Have you ever had a sequence of events happen that seemed to set you into a downward spiral. One moment you were fine and the next minute things are dipping and twirling out of control?

That was my Friday. I must confess that the blog I wrote yesterday was an intentional attempt on my part to keep myself from heading into a downward dive. I needed to remind myself of where I have been and how far I have come and why it is all worth it.

On Friday, someone I love, who says they love me, had a stressful morning and decided to use my heart as the dumping ground. I realized he was under stress and tried to divert him from saying and doing things that would be hard to undo. But, I realize now, I cannot change the actions of others. I was so sad and so scared. I felt unsafe and confused. Hours before I felt so confident and strong.
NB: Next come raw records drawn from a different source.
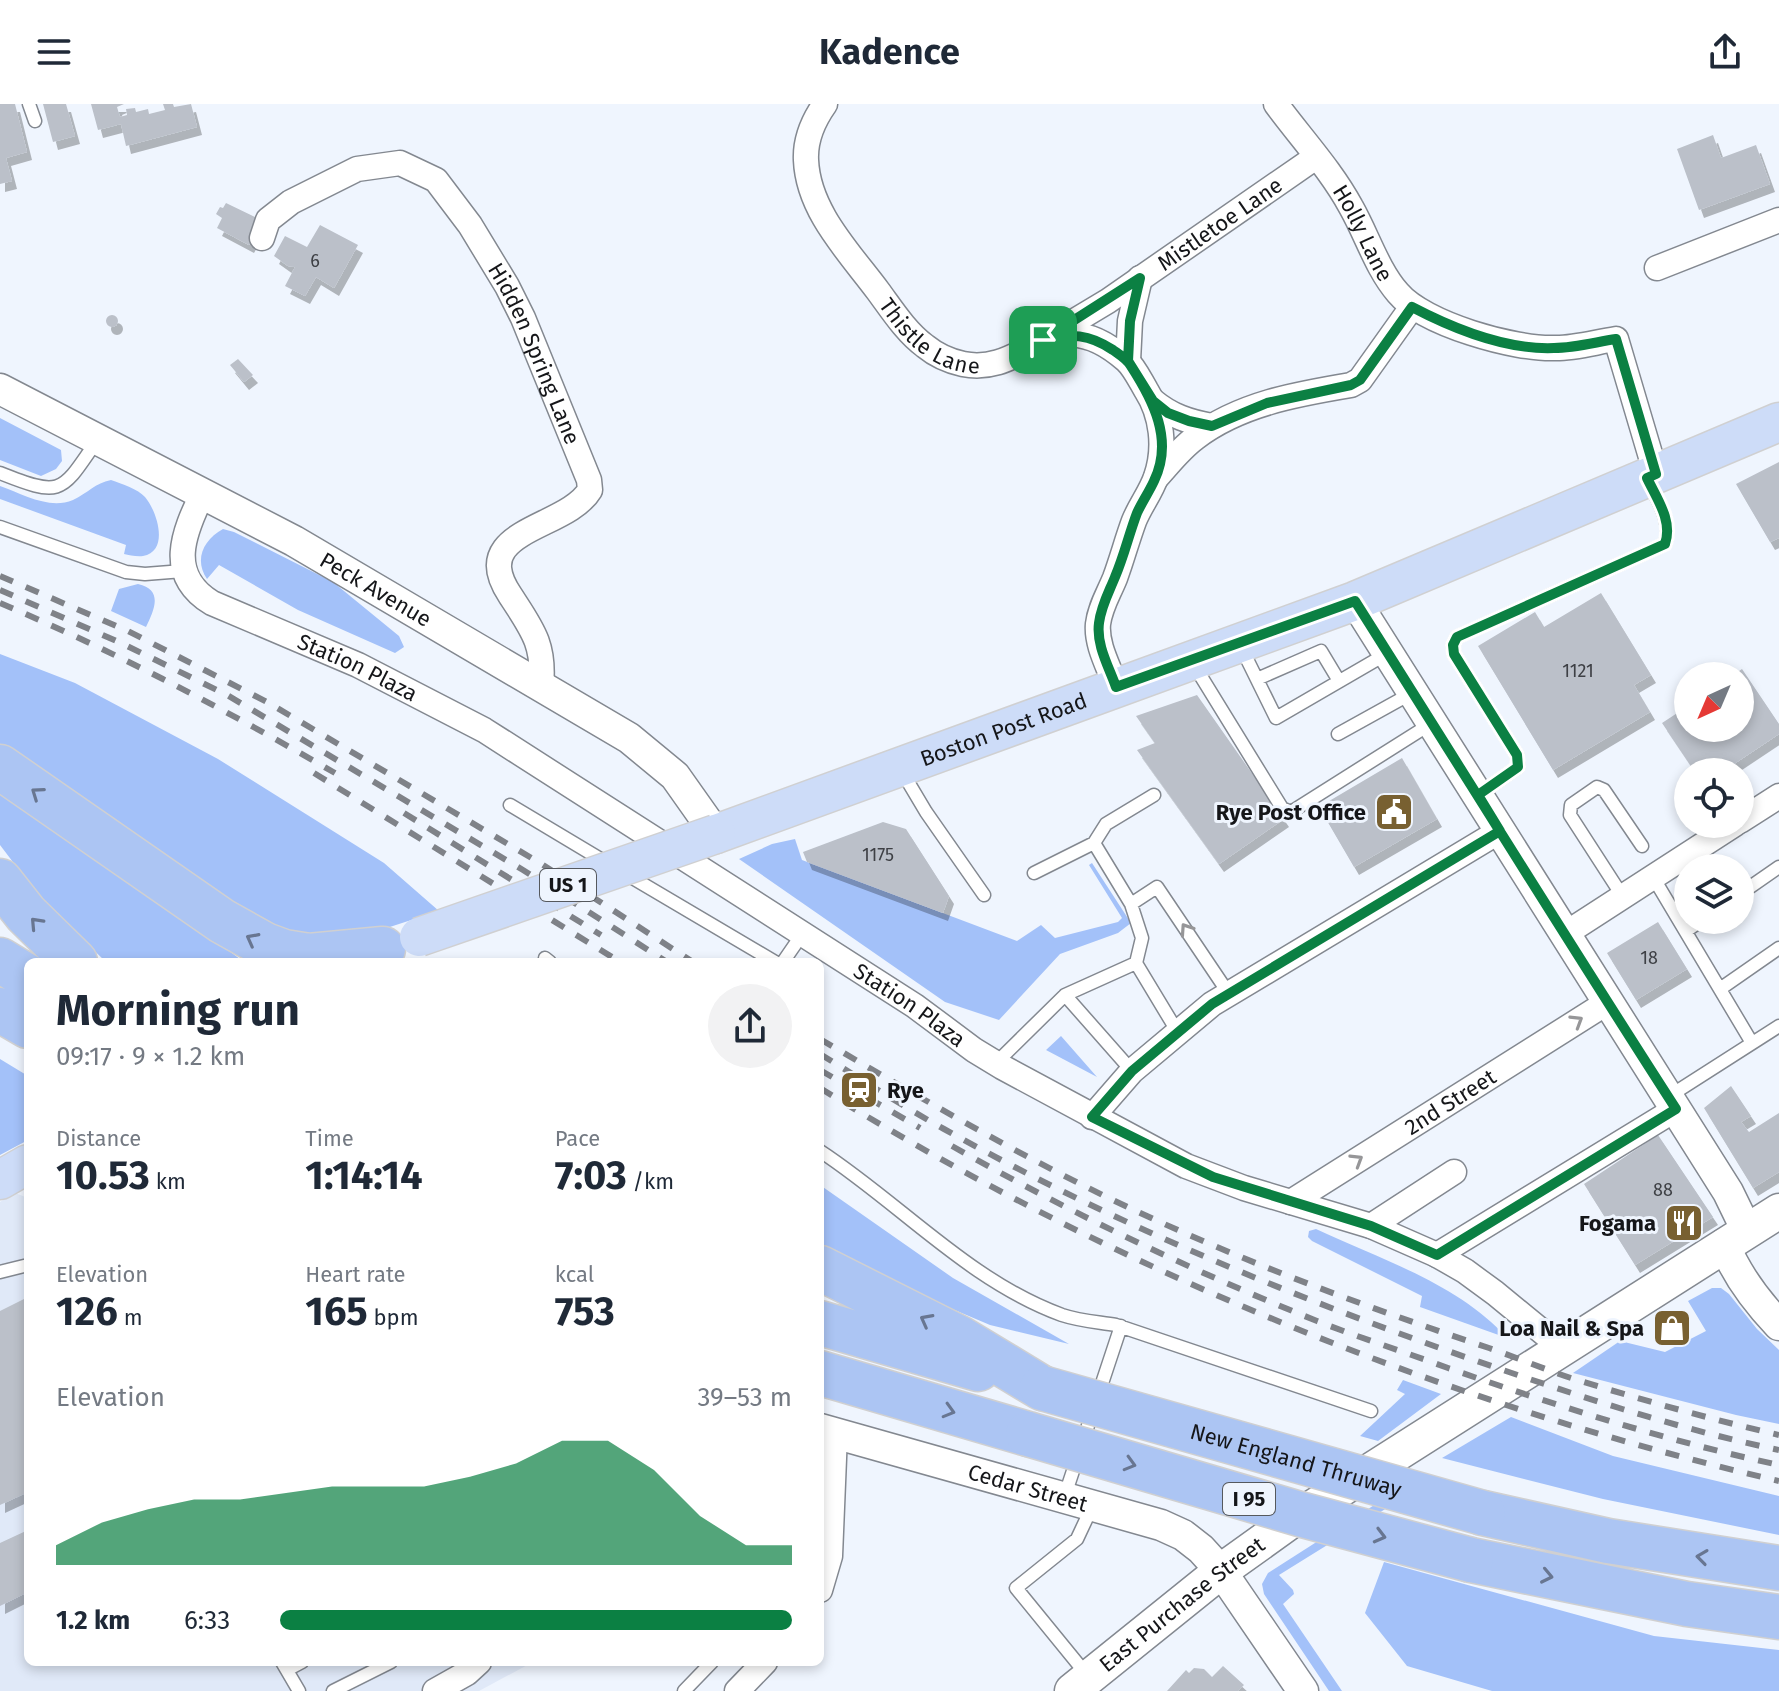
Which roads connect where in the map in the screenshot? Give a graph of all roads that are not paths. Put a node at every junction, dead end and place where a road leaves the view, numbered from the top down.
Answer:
1 (29, 104) edge
2 (825, 104) edge
3 (1276, 104) edge
4 (35, 121) dead end
5 (1316, 157) junction
6 (1779, 220) edge
7 (262, 238) dead end
8 (1657, 268) dead end
9 (1140, 278) junction
10 (1412, 307) junction
11 (1043, 340) junction
12 (1128, 361) junction
13 (0, 389) edge
14 (1153, 401) junction
15 (1779, 422) edge
16 (1212, 426) junction
17 (98, 439) junction
18 (0, 473) edge
19 (1652, 476) junction
20 (1156, 478) junction
21 (203, 493) junction
22 (0, 527) edge
23 (183, 571) junction
24 (1355, 601) junction
25 (1312, 635) junction
26 (1239, 643) junction
27 (1388, 653) junction
28 (1191, 660) junction
29 (1257, 679) junction
30 (1339, 681) junction
31 (541, 686) junction
32 (1116, 687) junction
33 (1413, 692) junction
34 (1432, 723) junction
35 (1338, 734) dead end
36 (0, 767) edge
37 (899, 767) junction
38 (1154, 795) dead end
39 (1478, 795) junction
40 (1779, 796) edge
41 (510, 805) dead end
42 (1754, 812) edge
43 (1500, 831) junction
44 (716, 834) junction
45 (1713, 838) edge
46 (1094, 843) junction
47 (1642, 846) dead end
48 (1779, 867) edge
49 (1034, 873) dead end
50 (1653, 877) junction
51 (0, 881) edge
52 (1754, 884) edge
53 (984, 895) dead end
54 (1623, 897) junction
55 (1131, 904) junction
56 (1674, 911) edge
57 (803, 933) junction
58 (1565, 934) junction
59 (1688, 934) edge
60 (1779, 948) edge
61 (389, 953) edge
62 (71, 958) edge
63 (768, 958) edge
64 (786, 958) edge
65 (0, 960) edge
66 (1136, 963) junction
67 (24, 975) edge
68 (1720, 989) junction
69 (1229, 994) junction
70 (1065, 995) junction
71 (1608, 1002) junction
72 (0, 1010) edge
73 (24, 1024) edge
74 (1779, 1026) edge
75 (1177, 1031) junction
76 (1752, 1043) junction
77 (996, 1063) junction
78 (1132, 1071) junction
79 (1672, 1103) junction
80 (1092, 1117) junction
81 (824, 1154) edge
82 (1454, 1172) dead end
83 (1291, 1202) junction
84 (1779, 1211) edge
85 (1371, 1226) junction
86 (1735, 1238) junction
87 (1437, 1255) junction
88 (24, 1266) edge
89 (824, 1270) edge
90 (0, 1272) edge
91 (824, 1324) edge
92 (1779, 1325) edge
93 (1121, 1326) junction
94 (1562, 1348) junction
95 (824, 1374) edge
96 (1042, 1388) junction
97 (1371, 1411) dead end
98 (827, 1432) edge
99 (1079, 1502) junction
100 (1779, 1568) edge
101 (1221, 1571) junction
102 (824, 1576) edge
103 (1779, 1617) edge
104 (284, 1666) edge
105 (383, 1666) edge
106 (475, 1666) edge
107 (708, 1666) edge
108 (761, 1666) edge
109 (1080, 1684) edge
110 (299, 1691) edge
111 (333, 1691) edge
112 (435, 1691) edge
113 (684, 1691) edge
114 (737, 1691) edge
115 (1303, 1691) edge

1 - 4 lane
2 - 11 street, Thistle Lane
3 - 5 street, Holly Lane
5 - 9 street, Mistletoe Lane
5 - 10 street, Holly Lane
6 - 8 street
7 - 31 street, Hidden Spring Lane
9 - 11 street, Mistletoe Lane
9 - 12 street
10 - 16 street
10 - 19 street, Holly Lane
11 - 12 street, Thistle Lane
12 - 14 street, Thistle Lane
13 - 17 street, Peck Avenue
14 - 16 street
14 - 20 street, Thistle Lane
15 - 19 main road, Boston Post Road / US 1
16 - 20 street
17 - 18 lane
17 - 21 street, Peck Avenue
19 - 24 main road, Boston Post Road / US 1
19 - 39 lane
20 - 32 street, Thistle Lane
21 - 23 street
21 - 31 street, Peck Avenue
22 - 23 lane
23 - 57 street, Station Plaza
24 - 25 main road, Boston Post Road / US 1
24 - 27 street
25 - 26 main road, Boston Post Road / US 1
25 - 29 lane
25 - 30 lane
26 - 28 main road, Boston Post Road / US 1
26 - 29 lane
27 - 30 lane
27 - 33 street
28 - 32 main road, Boston Post Road / US 1
28 - 34 lane
29 - 30 lane
31 - 44 street, Peck Avenue
32 - 37 main road, Boston Post Road / US 1
33 - 34 street
33 - 35 lane
34 - 39 street
61 -> 36 highway
37 - 44 main road, Boston Post Road / US 1
37 - 53 lane
38 - 46 lane
39 - 43 street
40 - 42 street
41 - 63 lane
43 - 58 street
43 - 69 street
44 - 61 main road, Boston Post Road / US 1, bridge
45 - 50 street
46 - 49 lane
46 - 55 lane
47 - 54 lane
48 - 52 lane
50 - 54 street
50 - 56 lane
62 -> 51 highway
54 - 58 street
55 - 66 lane
69 -> 55 lane
57 - 64 lane
57 - 77 street, Station Plaza
58 - 71 street
59 - 68 lane
60 - 68 lane
65 - 67 highway
66 - 70 lane
66 - 75 lane
68 - 76 lane
69 - 75 street
70 - 77 lane
70 - 78 lane
71 - 79 street
83 -> 71 street, 2nd Street
72 - 73 highway
74 - 76 lane
75 - 78 street
76 - 79 lane
77 - 80 street, Station Plaza
78 - 80 street
79 - 86 street
79 - 87 street
80 - 83 street, Station Plaza
81 - 93 lane
82 - 85 street
83 - 85 street, Station Plaza
84 - 86 main road, East Purchase Street
85 - 87 street, Station Plaza
86 - 92 street
86 - 94 main road, East Purchase Street
87 - 94 street, Station Plaza
88 - 90 lane
96 -> 89 highway
91 - 96 highway, New England Thruway / I 95
93 - 97 lane
93 - 99 lane
94 - 101 main road, East Purchase Street
95 -> 103 highway, I 95, bridge
100 -> 96 highway, New England Thruway / I 95, bridge
98 - 99 street, Cedar Street
98 - 102 street
99 - 101 street, Cedar Street
99 - 109 lane
101 - 109 main road, East Purchase Street
101 - 115 street, Cedar Street
104 - 110 lane
105 - 111 lane
106 - 112 street
107 - 113 lane
108 - 114 street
I wanted to run. I wanted to hide. I wanted to cry. I wanted to eat . . . a lot! A whole lot! Then, I just stopped. I told my boss I needed a couple hours off to pull myself together. I came home and read my journal. Revisited my goals, personal and health goals. Then I went over what had just happened, trying to make sense of it all and trying to figure out why I felt like I had this big gaping hole in my chest.

I can't say I felt great, but I did stop crying and I didn't eat anything other than my nutritious lunch I had packed. But I did not feel like myself. I felt deflated. No energy. No interest. No passion. No drive.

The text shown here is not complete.